● What to work on:
Copy every line of the following data that includes the string "Rodríguez".
[[ Provided material open ]]
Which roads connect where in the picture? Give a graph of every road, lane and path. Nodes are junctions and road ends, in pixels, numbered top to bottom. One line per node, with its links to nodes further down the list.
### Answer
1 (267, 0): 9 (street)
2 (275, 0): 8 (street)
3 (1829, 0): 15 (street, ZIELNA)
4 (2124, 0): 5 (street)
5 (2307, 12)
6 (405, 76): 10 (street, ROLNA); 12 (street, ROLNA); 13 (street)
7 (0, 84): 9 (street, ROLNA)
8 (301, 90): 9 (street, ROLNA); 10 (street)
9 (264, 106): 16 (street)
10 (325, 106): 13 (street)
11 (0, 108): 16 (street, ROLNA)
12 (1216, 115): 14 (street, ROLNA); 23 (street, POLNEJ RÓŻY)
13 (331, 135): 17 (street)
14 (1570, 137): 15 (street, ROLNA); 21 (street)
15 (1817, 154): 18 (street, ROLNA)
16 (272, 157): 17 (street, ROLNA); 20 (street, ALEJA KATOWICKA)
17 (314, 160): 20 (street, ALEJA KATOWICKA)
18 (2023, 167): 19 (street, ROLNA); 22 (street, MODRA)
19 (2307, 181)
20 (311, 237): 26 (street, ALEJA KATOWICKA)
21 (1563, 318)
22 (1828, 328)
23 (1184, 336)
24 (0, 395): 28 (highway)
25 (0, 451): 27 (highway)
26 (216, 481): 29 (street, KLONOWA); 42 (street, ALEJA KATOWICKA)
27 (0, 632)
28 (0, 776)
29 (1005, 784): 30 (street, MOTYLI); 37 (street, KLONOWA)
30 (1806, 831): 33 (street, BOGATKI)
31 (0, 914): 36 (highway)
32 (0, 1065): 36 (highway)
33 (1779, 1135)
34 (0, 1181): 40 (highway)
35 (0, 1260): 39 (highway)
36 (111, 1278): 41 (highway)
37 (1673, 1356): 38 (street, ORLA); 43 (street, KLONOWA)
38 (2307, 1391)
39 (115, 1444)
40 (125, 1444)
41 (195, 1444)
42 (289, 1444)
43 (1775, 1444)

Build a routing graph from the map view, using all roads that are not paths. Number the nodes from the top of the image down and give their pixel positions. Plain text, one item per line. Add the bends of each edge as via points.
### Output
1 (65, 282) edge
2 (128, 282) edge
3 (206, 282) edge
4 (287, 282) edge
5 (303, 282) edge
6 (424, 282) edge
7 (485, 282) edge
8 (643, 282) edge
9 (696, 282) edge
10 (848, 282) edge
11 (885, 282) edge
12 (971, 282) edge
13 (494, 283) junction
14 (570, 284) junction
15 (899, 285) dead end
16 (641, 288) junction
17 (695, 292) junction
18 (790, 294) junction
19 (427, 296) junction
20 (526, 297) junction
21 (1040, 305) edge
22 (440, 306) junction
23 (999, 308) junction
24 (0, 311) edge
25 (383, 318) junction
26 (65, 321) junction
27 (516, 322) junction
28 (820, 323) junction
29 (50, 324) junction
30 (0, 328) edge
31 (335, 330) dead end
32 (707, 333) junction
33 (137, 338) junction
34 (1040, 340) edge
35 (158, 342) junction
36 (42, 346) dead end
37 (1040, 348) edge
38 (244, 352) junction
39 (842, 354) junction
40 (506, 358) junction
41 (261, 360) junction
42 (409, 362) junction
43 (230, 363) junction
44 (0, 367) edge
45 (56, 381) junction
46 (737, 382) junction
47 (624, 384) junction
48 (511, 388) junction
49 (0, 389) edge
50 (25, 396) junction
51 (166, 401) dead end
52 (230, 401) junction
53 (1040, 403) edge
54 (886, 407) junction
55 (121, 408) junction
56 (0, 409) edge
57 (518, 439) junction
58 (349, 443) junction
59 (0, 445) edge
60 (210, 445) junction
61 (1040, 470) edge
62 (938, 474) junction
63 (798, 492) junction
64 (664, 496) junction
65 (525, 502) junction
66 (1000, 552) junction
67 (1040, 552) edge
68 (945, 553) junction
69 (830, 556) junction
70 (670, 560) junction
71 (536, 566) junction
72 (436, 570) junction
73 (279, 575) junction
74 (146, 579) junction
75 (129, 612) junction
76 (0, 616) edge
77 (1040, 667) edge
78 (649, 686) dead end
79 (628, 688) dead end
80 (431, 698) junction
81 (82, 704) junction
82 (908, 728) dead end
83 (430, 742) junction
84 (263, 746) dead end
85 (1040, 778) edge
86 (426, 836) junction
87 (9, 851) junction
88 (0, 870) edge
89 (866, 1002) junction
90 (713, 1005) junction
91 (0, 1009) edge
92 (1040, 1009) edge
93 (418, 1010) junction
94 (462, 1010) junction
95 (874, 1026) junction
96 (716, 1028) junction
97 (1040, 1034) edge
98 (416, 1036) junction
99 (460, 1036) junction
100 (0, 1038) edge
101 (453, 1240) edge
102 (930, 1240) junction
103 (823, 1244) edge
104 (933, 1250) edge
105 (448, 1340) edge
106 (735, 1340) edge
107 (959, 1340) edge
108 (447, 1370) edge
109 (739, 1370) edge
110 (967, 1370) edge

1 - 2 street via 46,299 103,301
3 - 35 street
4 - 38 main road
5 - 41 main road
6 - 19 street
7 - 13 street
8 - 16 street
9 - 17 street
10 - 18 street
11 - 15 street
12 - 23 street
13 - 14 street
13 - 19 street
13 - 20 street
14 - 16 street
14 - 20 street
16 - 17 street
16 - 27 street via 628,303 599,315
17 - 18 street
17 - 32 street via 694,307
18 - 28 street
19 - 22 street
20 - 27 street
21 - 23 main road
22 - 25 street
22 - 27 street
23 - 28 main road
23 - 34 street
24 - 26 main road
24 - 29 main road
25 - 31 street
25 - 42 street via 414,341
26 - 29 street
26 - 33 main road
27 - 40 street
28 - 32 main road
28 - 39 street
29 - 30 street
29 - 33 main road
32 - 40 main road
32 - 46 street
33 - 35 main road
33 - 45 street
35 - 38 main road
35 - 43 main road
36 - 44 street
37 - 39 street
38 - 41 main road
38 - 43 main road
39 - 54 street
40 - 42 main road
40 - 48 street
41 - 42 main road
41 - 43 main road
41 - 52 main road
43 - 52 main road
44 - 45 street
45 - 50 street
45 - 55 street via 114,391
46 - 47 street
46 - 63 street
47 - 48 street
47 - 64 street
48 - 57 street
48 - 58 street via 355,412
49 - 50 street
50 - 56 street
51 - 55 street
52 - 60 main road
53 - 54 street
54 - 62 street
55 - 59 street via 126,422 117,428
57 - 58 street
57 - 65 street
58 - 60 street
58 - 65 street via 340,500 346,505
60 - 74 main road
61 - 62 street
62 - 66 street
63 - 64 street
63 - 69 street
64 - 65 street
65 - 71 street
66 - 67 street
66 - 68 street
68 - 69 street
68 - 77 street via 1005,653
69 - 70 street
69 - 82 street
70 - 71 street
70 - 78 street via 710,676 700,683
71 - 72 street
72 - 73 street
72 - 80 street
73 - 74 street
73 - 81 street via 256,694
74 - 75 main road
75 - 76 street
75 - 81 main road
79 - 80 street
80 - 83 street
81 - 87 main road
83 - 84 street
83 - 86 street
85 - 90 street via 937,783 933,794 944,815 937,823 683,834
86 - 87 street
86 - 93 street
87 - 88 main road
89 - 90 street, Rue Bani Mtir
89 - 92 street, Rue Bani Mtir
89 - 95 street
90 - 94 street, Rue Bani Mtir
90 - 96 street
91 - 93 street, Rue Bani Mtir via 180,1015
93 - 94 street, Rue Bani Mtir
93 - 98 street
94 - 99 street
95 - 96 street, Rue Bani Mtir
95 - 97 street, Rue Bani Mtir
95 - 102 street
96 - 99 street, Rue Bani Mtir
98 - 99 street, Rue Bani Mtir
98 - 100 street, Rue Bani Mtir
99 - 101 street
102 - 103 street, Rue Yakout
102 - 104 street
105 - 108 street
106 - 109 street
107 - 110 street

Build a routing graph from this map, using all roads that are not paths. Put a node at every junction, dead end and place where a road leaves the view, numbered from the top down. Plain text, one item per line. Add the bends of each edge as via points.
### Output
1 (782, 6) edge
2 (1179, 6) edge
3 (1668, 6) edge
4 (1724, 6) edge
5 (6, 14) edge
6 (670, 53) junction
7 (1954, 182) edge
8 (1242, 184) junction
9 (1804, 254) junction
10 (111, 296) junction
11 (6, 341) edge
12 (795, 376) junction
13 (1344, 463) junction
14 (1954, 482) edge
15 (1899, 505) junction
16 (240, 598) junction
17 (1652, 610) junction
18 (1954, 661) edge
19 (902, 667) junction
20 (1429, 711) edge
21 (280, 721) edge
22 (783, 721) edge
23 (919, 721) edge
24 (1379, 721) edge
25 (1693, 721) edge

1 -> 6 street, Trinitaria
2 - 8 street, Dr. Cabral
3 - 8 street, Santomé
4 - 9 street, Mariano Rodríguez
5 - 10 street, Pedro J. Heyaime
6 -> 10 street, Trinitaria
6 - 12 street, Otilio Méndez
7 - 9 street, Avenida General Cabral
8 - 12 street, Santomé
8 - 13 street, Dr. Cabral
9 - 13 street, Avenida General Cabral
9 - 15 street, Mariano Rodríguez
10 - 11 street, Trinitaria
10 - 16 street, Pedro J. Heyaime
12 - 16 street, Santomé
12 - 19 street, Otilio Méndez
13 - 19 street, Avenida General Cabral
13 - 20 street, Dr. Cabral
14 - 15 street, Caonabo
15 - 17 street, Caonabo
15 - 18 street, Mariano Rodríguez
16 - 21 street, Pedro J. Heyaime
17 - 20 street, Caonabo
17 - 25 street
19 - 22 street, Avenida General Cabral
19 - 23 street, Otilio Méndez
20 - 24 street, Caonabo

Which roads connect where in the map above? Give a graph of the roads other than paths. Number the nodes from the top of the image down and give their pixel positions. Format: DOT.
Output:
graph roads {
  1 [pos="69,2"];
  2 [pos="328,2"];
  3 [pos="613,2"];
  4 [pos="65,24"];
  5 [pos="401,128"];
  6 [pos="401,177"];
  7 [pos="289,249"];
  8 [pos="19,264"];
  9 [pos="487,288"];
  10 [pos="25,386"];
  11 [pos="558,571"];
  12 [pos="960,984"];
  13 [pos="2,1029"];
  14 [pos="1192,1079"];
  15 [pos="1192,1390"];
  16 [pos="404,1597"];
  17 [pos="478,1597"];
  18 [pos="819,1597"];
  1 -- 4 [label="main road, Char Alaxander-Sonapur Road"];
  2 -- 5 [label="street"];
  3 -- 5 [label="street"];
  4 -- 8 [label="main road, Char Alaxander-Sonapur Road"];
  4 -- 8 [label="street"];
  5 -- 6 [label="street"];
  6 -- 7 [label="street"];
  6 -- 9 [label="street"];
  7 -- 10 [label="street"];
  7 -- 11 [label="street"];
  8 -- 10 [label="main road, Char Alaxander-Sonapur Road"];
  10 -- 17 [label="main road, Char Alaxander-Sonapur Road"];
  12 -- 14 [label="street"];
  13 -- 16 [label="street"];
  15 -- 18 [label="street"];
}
[[ Provided material closed ]]
● Result for this task:
4 - 9 street, Mariano Rodríguez
9 - 15 street, Mariano Rodríguez
15 - 18 street, Mariano Rodríguez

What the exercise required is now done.